Reforma na tributação dos rendimentos obtidos em virtude de distribuição, resgate ou alienação das unidades de participação (2015)

  1. Os OIC beneficiam de um regime especial de tributação que se encontra previsto no artigo 22.º do EBF, artigo este que sofreu profundas alterações em 2015 com a aprovação do Decreto-Lei n.º 7/2015, de 13 de janeiro, com efeitos a partir de 01-07-2015. Em traços gerais, os rendimentos típicos dos OIC deixaram de ser objeto de um encargo efetivo em sede de IRC, sendo, no entanto, os seus participantes tributados em sede de IRS e de IRC quanto aos rendimentos que dos fundos sejam obtidos. Consequentemente, o legislador introduziu o artigo 22.º-A do EBF, com a epígrafe “Rendimentos pagos por organismos de investimento coletivo aos seus participantes”, em que a tributação na esfera dos participantes incide essencialmente nos rendimentos obtidos em virtude de distribuição, resgate ou alienação das unidades de participação.

 

Reforma da tributação dos rendimentos respeitantes a unidades de participação em fundos de investimento imobiliário

  1. O artigo 22.º, n.º 7, do EBF, na redação anterior à entrada em vigor do Decreto-Lei n.º 7/2015, de 13 de janeiro, dispunha o seguinte: “Aos rendimentos respeitantes a unidades de participação em fundos de investimento imobiliário aplica-se o regime fiscal idêntico ao estabelecido nos n.os 2, 3, 4 e 5 para os rendimentos respeitantes a unidades de participação em fundos de investimento mobiliário”.
  2. Por força das alterações produzidas pelo Decreto-Lei n.º 7/2015, de 13 de janeiro, o n.º 13 do referido artigo 22.º-A do EBF passou a dispor o seguinte: “Para efeitos da aplicação deste regime, os rendimentos de unidades de participação em fundos de investimento imobiliário e as participações sociais em sociedades de investimento imobiliário, incluindo as mais-valias que resultem da respetiva transmissão onerosa, resgate ou liquidação, são considerados rendimentos de bens imóveis.”

Regime transitório

  1. O regime transitório previsto no artigo 7.º do Decreto-Lei n.º 7/2015, de 13 de janeiro, na parte relevante, determina, para efeitos de tributação nos termos do novo artigo 22.º-A do EBF, o seguinte:

“9 – A tributação dos rendimentos das unidades de participação ou das ações auferidos pelos participantes ou acionistas dos organismos de investimento coletivo nos termos do novo artigo 22.º-A do EBF, na redação dada pelo presente decreto-lei, incide apenas sobre a parte dos rendimentos gerados a partir da data de início de produção de efeitos deste diploma, considerando-se, para efeitos de determinação de mais-valias ou menos-valias resultantes da transmissão onerosa das unidades de participação ou das participações sociais, como valor de aquisição o valor de mercado à data de início da produção de efeitos da redação dada ao artigo 22.º do EBF pelo presente decreto-lei ou, se superior, o valor de aquisição das mesmas.

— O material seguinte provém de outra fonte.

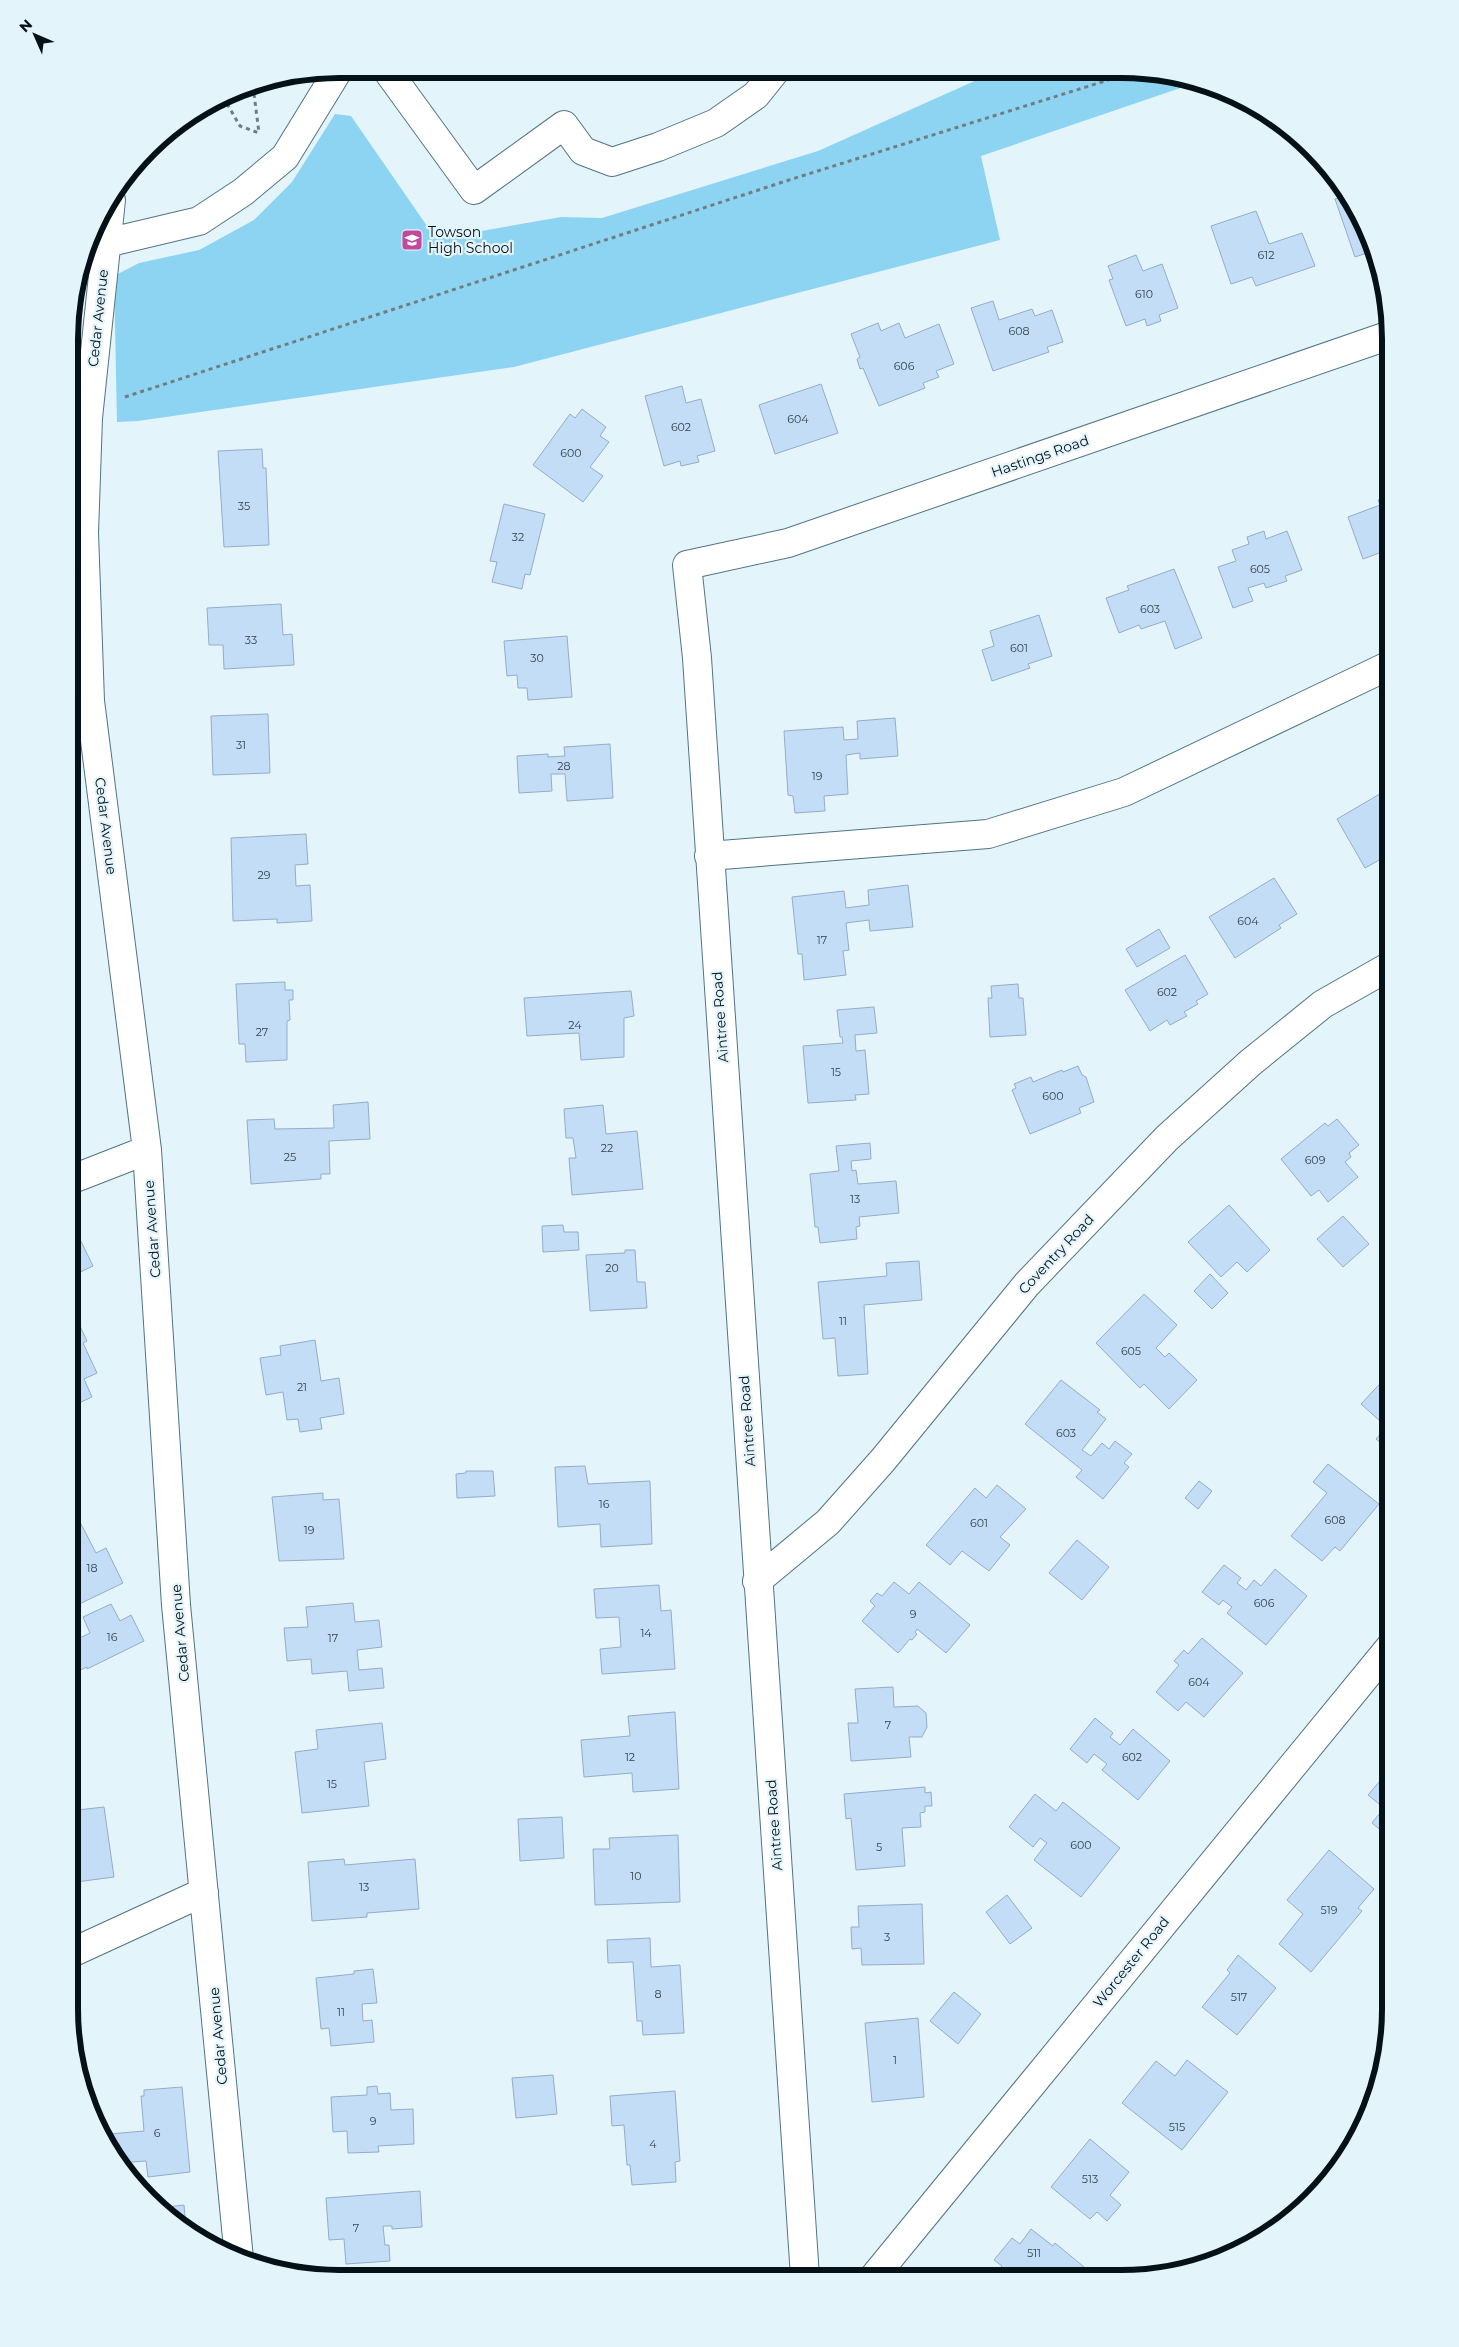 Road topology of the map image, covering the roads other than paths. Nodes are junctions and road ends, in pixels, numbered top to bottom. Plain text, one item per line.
1 (334, 77) edge
2 (392, 77) edge
3 (770, 77) edge
4 (104, 223) edge
5 (97, 246) edge
6 (1382, 338) edge
7 (687, 566) joint
8 (1382, 669) edge
9 (709, 856) junction
10 (1382, 971) edge
11 (147, 1150) junction
12 (77, 1177) edge
13 (757, 1581) junction
14 (1382, 1657) edge
15 (204, 1892) junction
16 (77, 1950) edge
17 (238, 2250) edge
18 (805, 2270) edge
19 (880, 2270) edge

1 - 5 street
2 - 3 street
4 - 5 street, Cedar Avenue
5 - 11 street, Cedar Avenue
6 - 7 street, Hastings Road
7 - 9 street, Aintree Road
8 - 9 street
9 - 13 street, Aintree Road
10 - 13 street, Coventry Road
11 - 12 street
11 - 15 street, Cedar Avenue
13 - 18 street, Aintree Road
14 - 19 street, Worcester Road
15 - 16 street
15 - 17 street, Cedar Avenue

10 – Para efeitos do disposto no número anterior, consideram-se distribuídos ou resgatados aos participantes, em primeiro lugar e até à sua concorrência, os rendimentos gerados até à data de início da produção de efeitos da redação dada pelo presente decreto-lei e que, até essa data, não tenham sido distribuídos ou resgatados, aplicando-se, com as necessárias adaptações, o disposto nos n.os 2 a 5, 7, 10 e 14 do artigo 22.º, na redação anterior.”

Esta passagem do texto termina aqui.